> [Task details]: Only the lines that contain the string "than" belong in the answer; pull them from the records.

Stored entries

━━━━━━━━━━━━━━━━━━━━

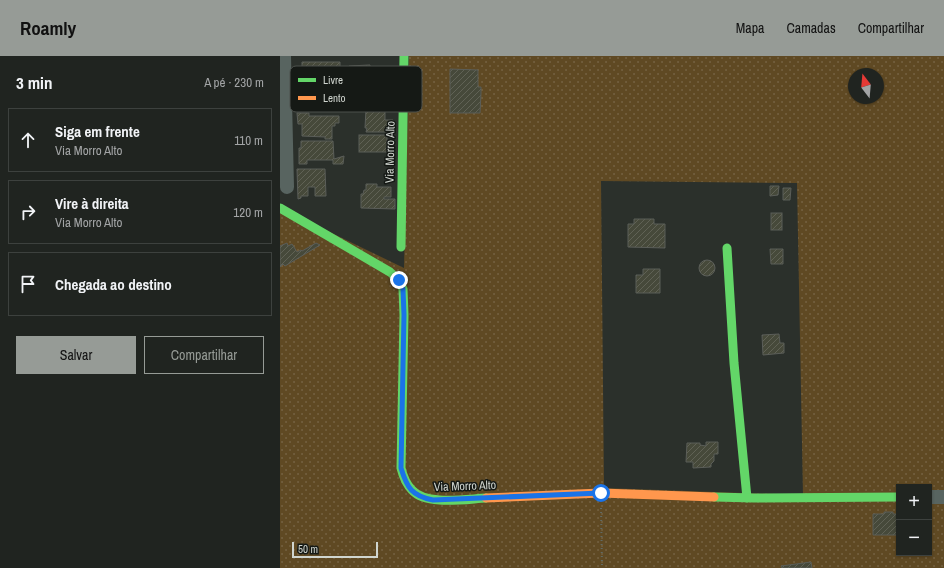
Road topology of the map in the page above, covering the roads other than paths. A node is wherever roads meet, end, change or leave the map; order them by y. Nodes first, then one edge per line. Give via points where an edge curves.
1 (284, 56) edge
2 (404, 56) edge
3 (404, 66) edge
4 (403, 112) edge
5 (287, 187) dead end
6 (280, 208) edge
7 (401, 247) dead end
8 (727, 248) dead end
9 (896, 497) edge
10 (932, 497) edge
11 (944, 497) edge
12 (750, 498) junction

1 - 5 street
2 - 3 street, Via Morro Alto
4 - 7 street, Via Morro Alto
6 - 12 street, Via Morro Alto via 390,272 399,280 403,289 404,315 401,468 410,489 421,498 433,500 601,493
8 - 12 street via 734,363
9 - 12 street, Via Morro Alto
10 - 11 street

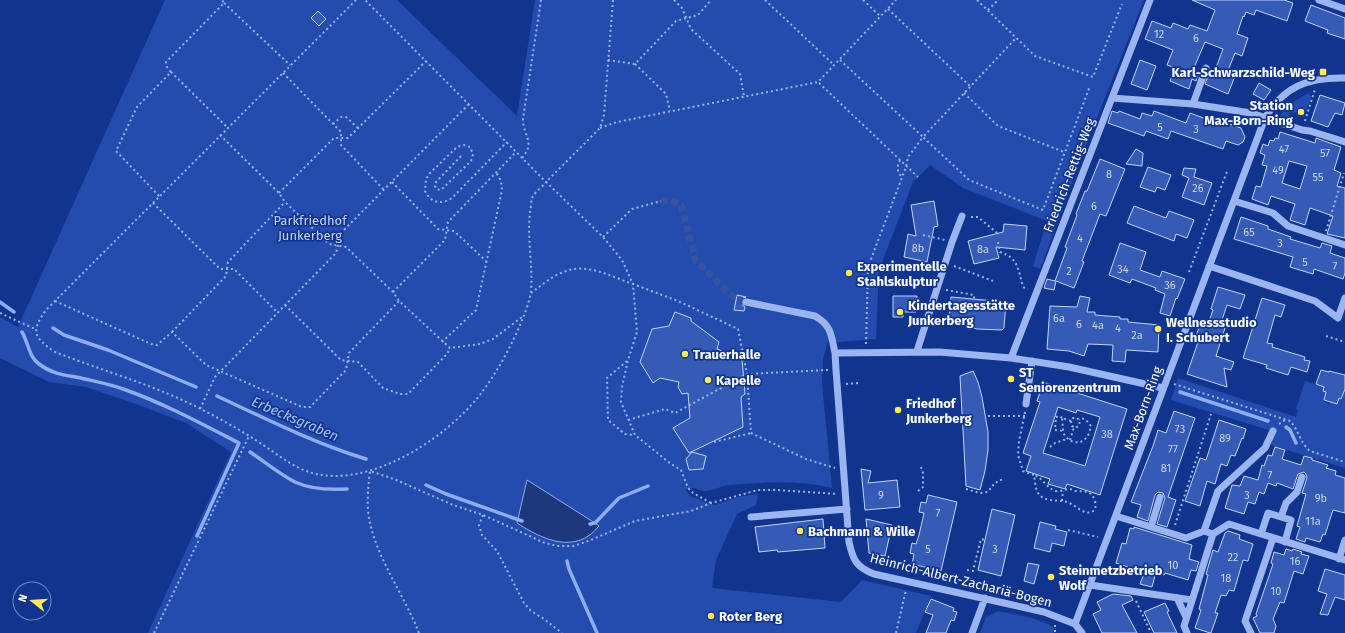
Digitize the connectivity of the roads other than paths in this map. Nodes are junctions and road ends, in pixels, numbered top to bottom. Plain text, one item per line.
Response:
1 (1150, 0) edge
2 (1319, 0) edge
3 (1345, 9) edge
4 (1206, 68) dead end
5 (1345, 78) edge
6 (1112, 98) junction
7 (1193, 104) junction
8 (1265, 118) junction
9 (1345, 142) edge
10 (1234, 201) junction
11 (962, 216) road end
12 (1345, 245) edge
13 (1210, 266) junction
14 (1345, 298) edge
15 (746, 302) tunnel mouth
16 (917, 351) junction
17 (836, 353) junction
18 (1011, 358) junction
19 (1032, 361) junction
20 (1164, 385) junction
21 (1026, 404) road end
22 (1273, 431) dead end
23 (1302, 477) dead end
24 (1160, 497) dead end
25 (847, 509) junction
26 (1116, 516) junction
27 (751, 517) dead end
28 (1281, 517) junction
29 (1151, 527) junction
30 (1204, 531) junction
31 (1213, 534) junction
32 (1261, 534) junction
33 (1273, 538) junction
34 (1345, 540) edge
35 (1285, 542) junction
36 (1342, 560) edge
37 (1090, 585) junction
38 (985, 598) junction
39 (1177, 598) junction
40 (1192, 600) junction
41 (1186, 617) junction
42 (1076, 624) junction
43 (972, 633) edge
44 (1082, 633) edge
45 (1187, 633) edge
46 (1251, 633) edge

1 - 6 street, Friedrich-Rettig-Weg
2 - 3 street
4 - 7 street
5 - 8 street, Max-Born-Ring
6 - 7 street
6 - 18 street, Friedrich-Rettig-Weg
7 - 8 street
8 - 9 street
8 - 10 street, Max-Born-Ring
10 - 12 street
10 - 13 street, Max-Born-Ring
11 - 16 street
13 - 14 street
13 - 20 street, Max-Born-Ring
15 - 17 street, Heinrich-Albert-Zachariä-Bogen
16 - 17 street
16 - 18 street
17 - 25 street, Heinrich-Albert-Zachariä-Bogen
18 - 19 street
19 - 20 street
19 - 21 street
20 - 26 street, Max-Born-Ring
22 - 30 street
23 - 28 street
24 - 29 street
25 - 27 street
25 - 38 street, Heinrich-Albert-Zachariä-Bogen
26 - 29 street
26 - 37 street, Max-Born-Ring
28 - 32 street
28 - 35 street
29 - 30 street
30 - 31 street
31 - 32 street
31 - 40 street
32 - 33 street
33 - 35 street
33 - 46 street
34 - 36 street
35 - 36 street
37 - 39 street
37 - 42 street, Max-Born-Ring
38 - 42 street, Heinrich-Albert-Zachariä-Bogen
38 - 43 street
39 - 40 street
39 - 41 street
40 - 41 street
41 - 45 street
42 - 44 street

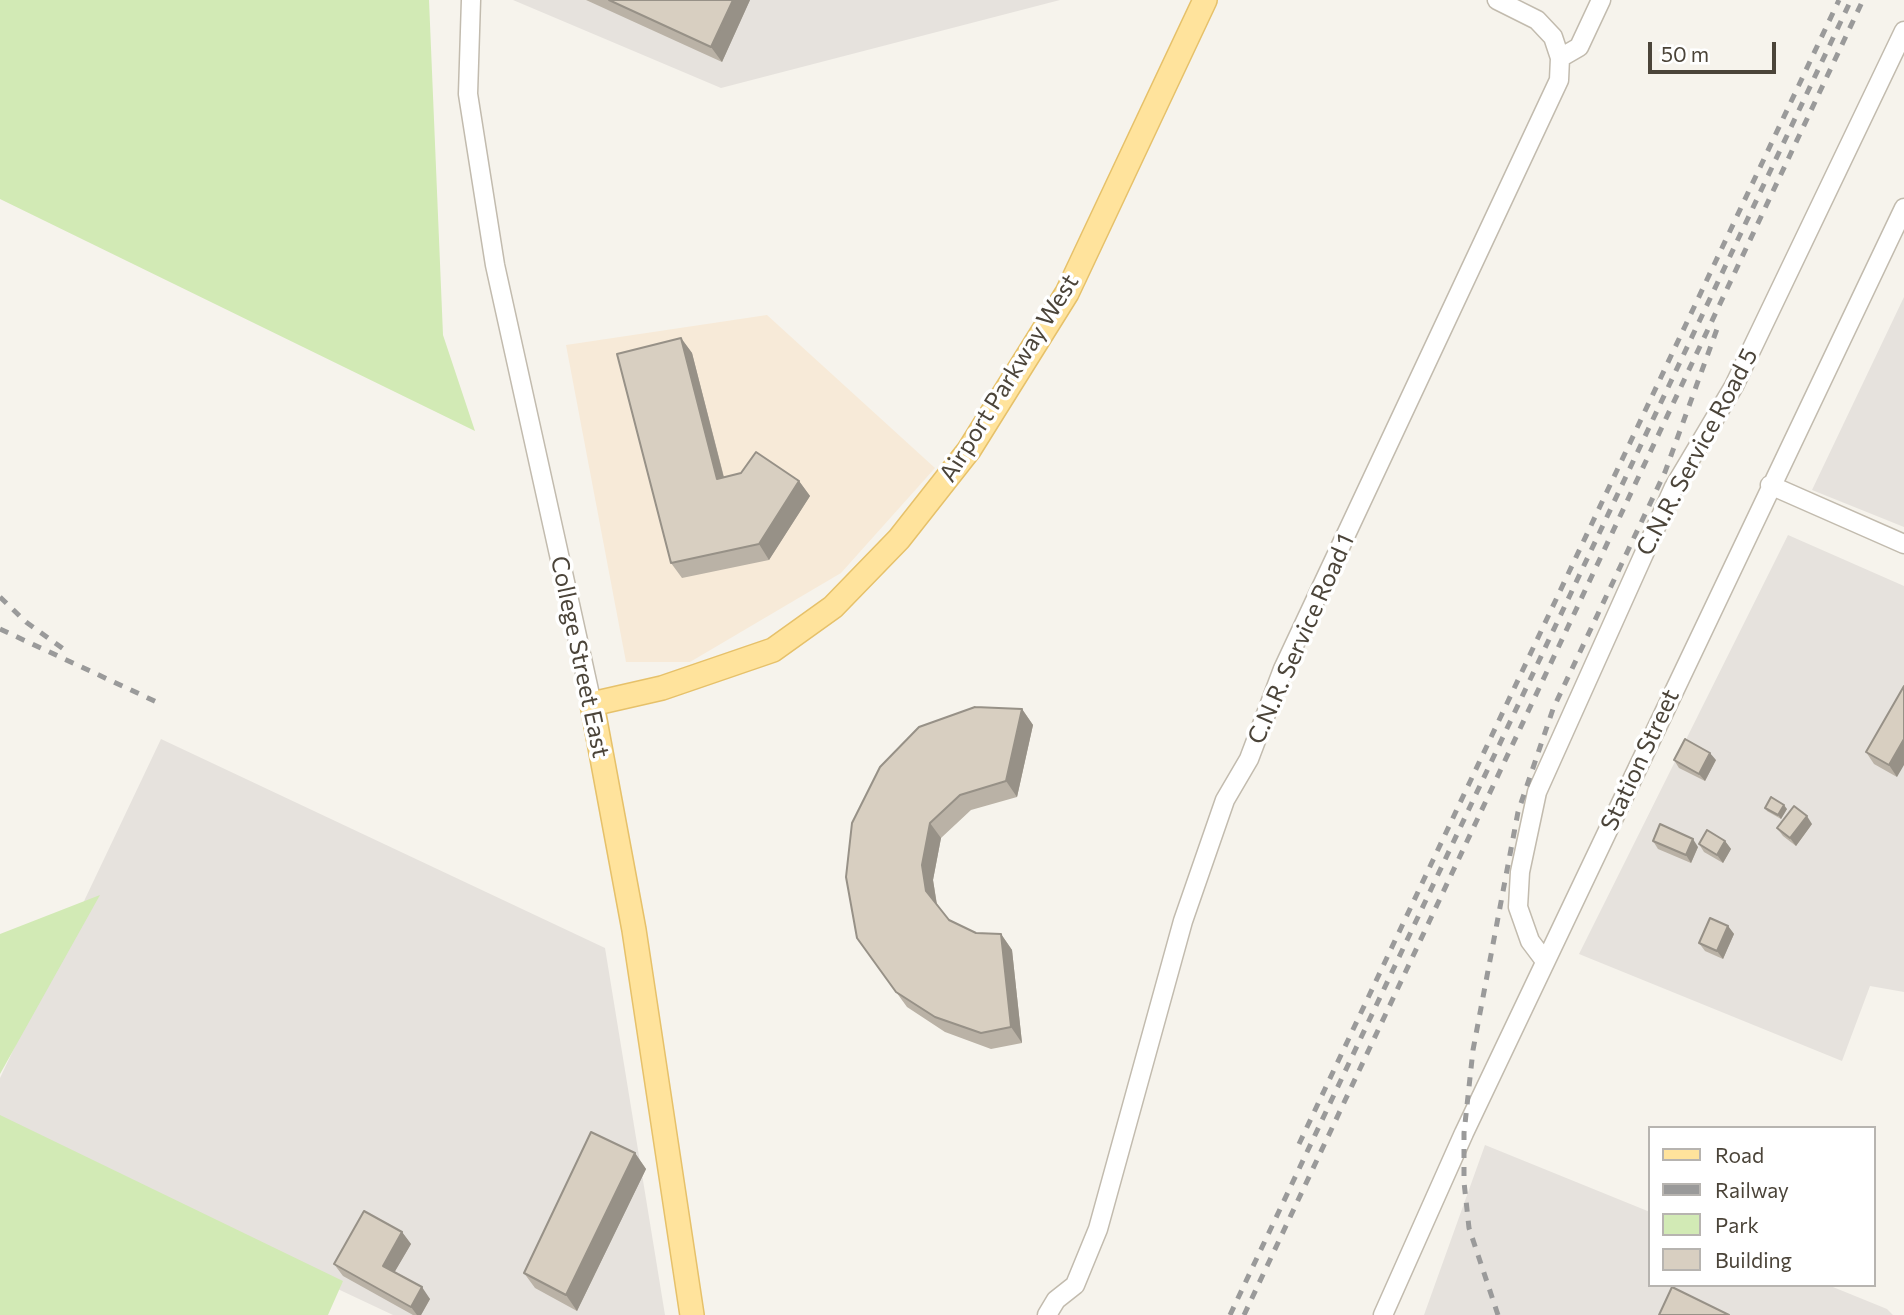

━━━━━━━━━━━━━━━━━━━━

> [Result of the exercise]:
Road topology of the map in the page above, covering the roads other than paths. A node is wherever roads meet, end, change or leave the map; order them by y. Nodes first, then one edge per line. Give via points where an edge curves.
Digitize the connectivity of the roads other than paths in this map. Nodes are junctions and road ends, in pixels, numbered top to bottom. Plain text, one item per line.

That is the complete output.